Like her contemporaries, Burrall only buys recycled, responsibly sourced materials. At least in Maine, that’s become the standard among artisan jewelers. It’s a commitment that suits both the maker and the person buying the jewelry, Burrall said. 

“People are acting more environmentally conscious in all aspects of their lives, and that extends to the jewelry they buy,” she said. “They don’t want to support a dirty industry. They do not want to support new mining, and neither do I.” 

Bethel designer Donna D’Aquino is inspired by architecture and the act of drawing. She designs jewelry as sculpture, and believes it should be appreciated when worn on the body or displayed at home as a piece of art. (Photo: Ralph Gabriner)

In Bethel, designer Donna D’Aquino recently opened a gallery and working studio, featuring her custom jewelry using sterling silver, gold and steel, as well as sculpture and two-dimensional art by Lauren Head, founder and director of the blacksmithing program at Gould Academy. Enthused about the art scene in Bethel that is growing around the Maine Mineral & Gem Museum, she opened the gallery late in 2015.  

A designer by education and a maker for the past 20 years, D’Aquino is inspired by architecture and the act of drawing. She views her jewelry as wearable art and not something to be tucked away in a jewelry drawer. Others have described her as a sculptor who makes jewelry. 

She treats the human body as a canvas and her metalwork as the painted mark.
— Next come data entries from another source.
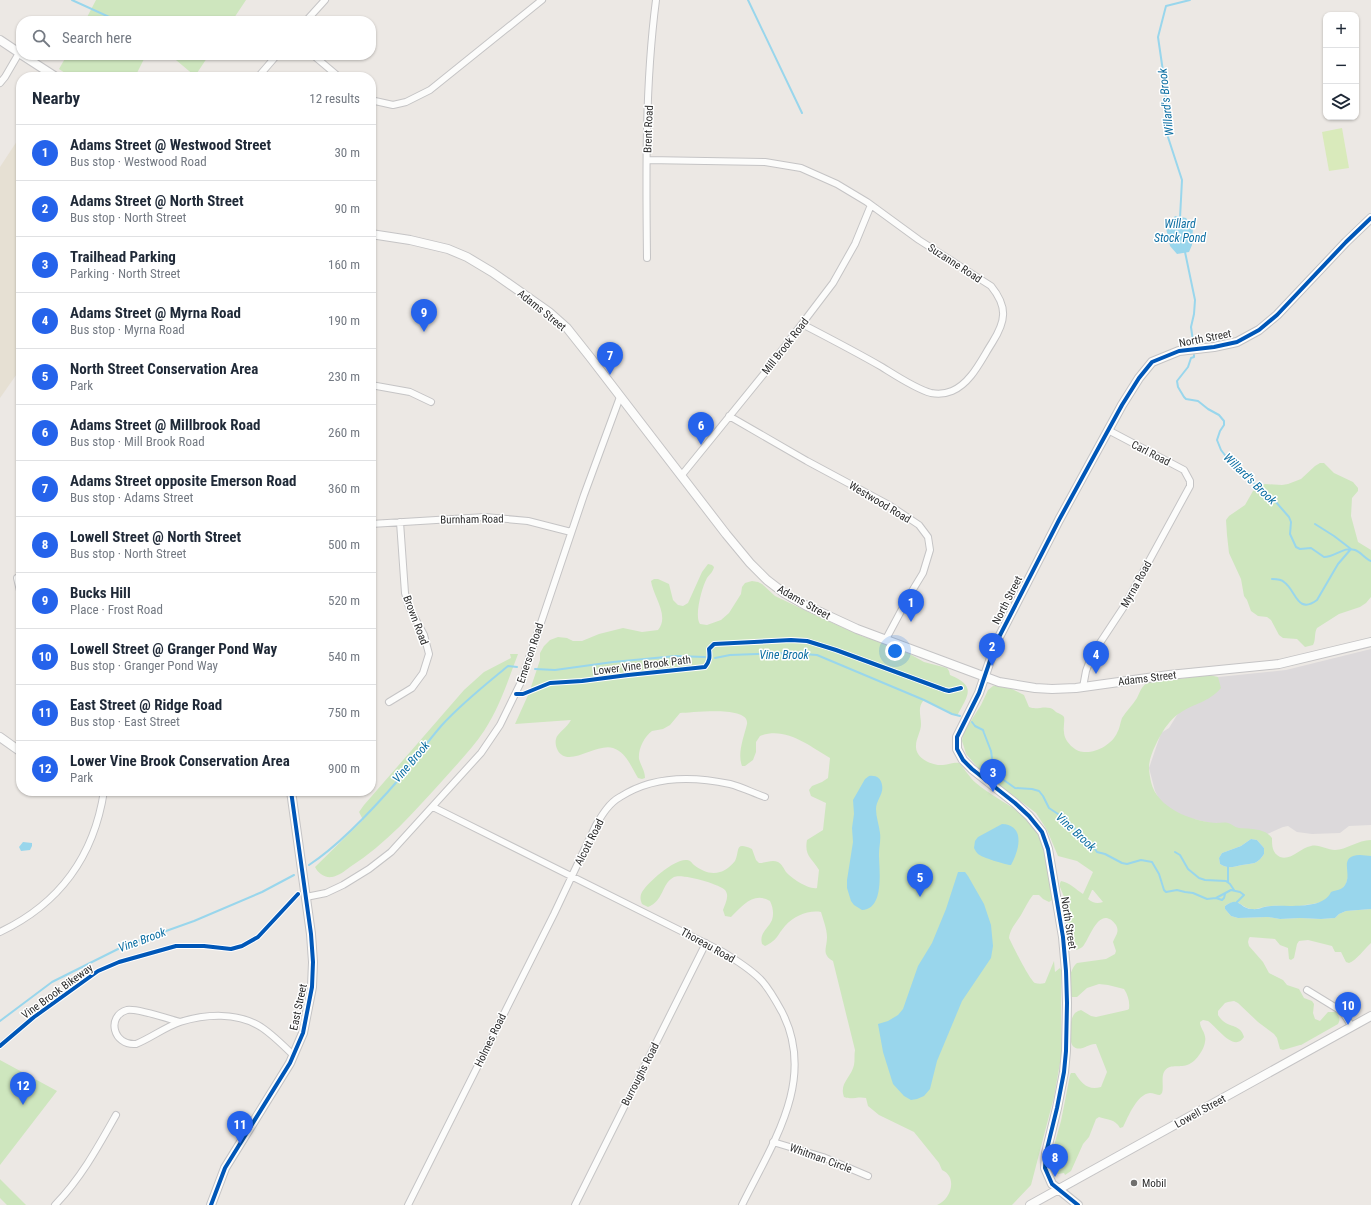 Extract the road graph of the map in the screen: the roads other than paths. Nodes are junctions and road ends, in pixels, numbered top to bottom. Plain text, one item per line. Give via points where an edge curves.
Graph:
1 (325, 0) edge
2 (542, 0) edge
3 (656, 0) edge
4 (311, 16) edge
5 (0, 40) edge
6 (16, 51) edge
7 (17, 60) edge
8 (30, 60) edge
9 (273, 60) edge
10 (319, 60) edge
11 (48, 72) edge
12 (262, 72) edge
13 (333, 72) edge
14 (0, 83) edge
15 (376, 102) edge
16 (647, 160) junction
17 (871, 205) junction
18 (1371, 218) edge
19 (376, 235) edge
20 (648, 258) dead end
21 (802, 324) junction
22 (376, 386) edge
23 (620, 397) junction
24 (431, 402) dead end
25 (729, 416) junction
26 (1108, 430) junction
27 (681, 476) junction
28 (1190, 481) joint
29 (400, 522) junction
30 (376, 524) edge
31 (571, 532) junction
32 (886, 640) junction
33 (1371, 642) edge
34 (984, 677) junction
35 (1083, 687) junction
36 (389, 702) dead end
37 (0, 737) edge
38 (16, 748) edge
39 (103, 796) edge
40 (292, 796) edge
41 (765, 797) dead end
42 (433, 807) junction
43 (572, 876) junction
44 (306, 897) junction
45 (0, 932) edge
46 (706, 943) junction
47 (1307, 990) dead end
48 (1371, 1016) edge
49 (180, 1022) junction
50 (1352, 1027) junction
51 (294, 1055) junction
52 (116, 1115) dead end
53 (773, 1142) junction
54 (868, 1176) dead end
55 (1058, 1190) junction
56 (55, 1205) edge
57 (211, 1205) edge
58 (408, 1205) edge
59 (575, 1205) edge
60 (742, 1205) edge
61 (1030, 1205) edge
62 (1078, 1205) edge

1 - 4 street
2 - 15 street via 430,90 406,102 393,105
3 - 16 street, Brent Road via 651,38
5 - 6 street
7 - 14 street
8 - 11 street
9 - 12 street
10 - 13 street
16 - 17 street, Suzanne Road via 765,162 801,168 837,184
16 - 20 street, Brent Road
17 - 21 street, Mill Brook Road via 833,283
17 - 21 street, Suzanne Road via 990,286 1002,303 1004,316 995,337 962,386 951,392 936,393 910,383
18 - 26 street, North Street via 1277,315 1259,330 1237,342 1179,352 1152,362
19 - 23 street, Adams Street via 448,249 492,272 549,312 567,328
21 - 25 street, Mill Brook Road
22 - 24 street via 410,392
23 - 27 street, Adams Street
23 - 31 street, Emerson Road
25 - 27 street, Mill Brook Road
25 - 32 street, Westwood Road via 807,462 889,505 919,525 928,536 930,550 923,573
26 - 28 street, Carl Road via 1184,470
26 - 34 street, North Street via 1004,625
27 - 32 street, Adams Street via 726,534 767,580 805,605
28 - 35 street, Myrna Road via 1181,504 1125,605 1092,655
29 - 30 street, Burnham Road
29 - 31 street, Burnham Road via 485,517 534,522
29 - 36 street, Brown Road via 405,593 409,607 424,635 428,654 423,674 412,688
31 - 42 street, Emerson Road via 516,694 500,726 481,753
32 - 34 street, Adams Street
33 - 35 street, Adams Street via 1279,664
34 - 35 street, Adams Street via 1034,688
34 - 55 street, North Street via 977,697 958,733 957,749 969,766 1019,806 1042,832 1048,849 1062,930 1067,984 1066,1058 1044,1165 1050,1182
37 - 38 street
39 - 45 street via 88,847 70,876 52,897 30,915
40 - 44 street, East Street
41 - 43 street, Alcott Road via 731,784 687,779 664,780 639,787 619,797 604,812
42 - 43 street, Thoreau Road
42 - 44 street, Emerson Road via 391,852 369,869 326,893
43 - 46 street, Thoreau Road
43 - 58 street, Holmes Road
44 - 51 street, East Street via 312,954 312,987
46 - 53 street, Thoreau Road via 750,970 762,982 775,999 792,1036 795,1061 791,1102
46 - 59 street, Burroughs Road
47 - 50 street via 1338,1008
48 - 50 street, Lowell Street
49 - 49 street via 133,1010 117,1017 114,1029 119,1039 136,1044
49 - 51 street via 213,1016 236,1017 260,1026
50 - 55 street, Lowell Street
51 - 57 street, East Street via 225,1168
52 - 56 street via 87,1165
53 - 54 street, Whitman Circle via 823,1157
53 - 60 street, Thoreau Road
55 - 61 street, Lowell Street
55 - 62 street, North Street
She makes her jewelry as a three-dimensional drawing. “It can be on the body, but also meant to be looked at when not worn,” she said. “It doesn’t have to be just jewelry. It can be an object in and of itself.” 

D’Aquino has practiced her art with environmental awareness for as long as she can remember. Like the others, she does what she can: she uses recycled materials, and reliably sources her silver and gold. She also uses a lot of repurposed steel. 

More directly, she consciously avoids using gemstones and diamonds, because of how they are sourced and because of how diamonds are marketed in our culture. “My work has never been about a gemstone,” she said. “It’s about the design, the idea and the concept.” 

The movement toward ethical environmental practices associated with jewelry is a generation old, and the widespread use of recycled materials has gained traction in the past decade, said Tim McCreight, a metalsmith, educator and publisher from Harpswell. It follows larger trends in society and is grounded in progressive thinking. 

Just as many people will pay an extra 50 cents for a cup of fair-trade coffee or a little more for dolphin-free tuna, they’ll pay $10 or $20 more for a piece of jewelry they know comes from an artist who took the time to ensure the materials were ethically sourced, he said. “I think Mainers are good people. I think they care about doing the right thing and doing it well,” said McCreight, who taught at MECA 13 years and is cited as a mentor by many in the field. 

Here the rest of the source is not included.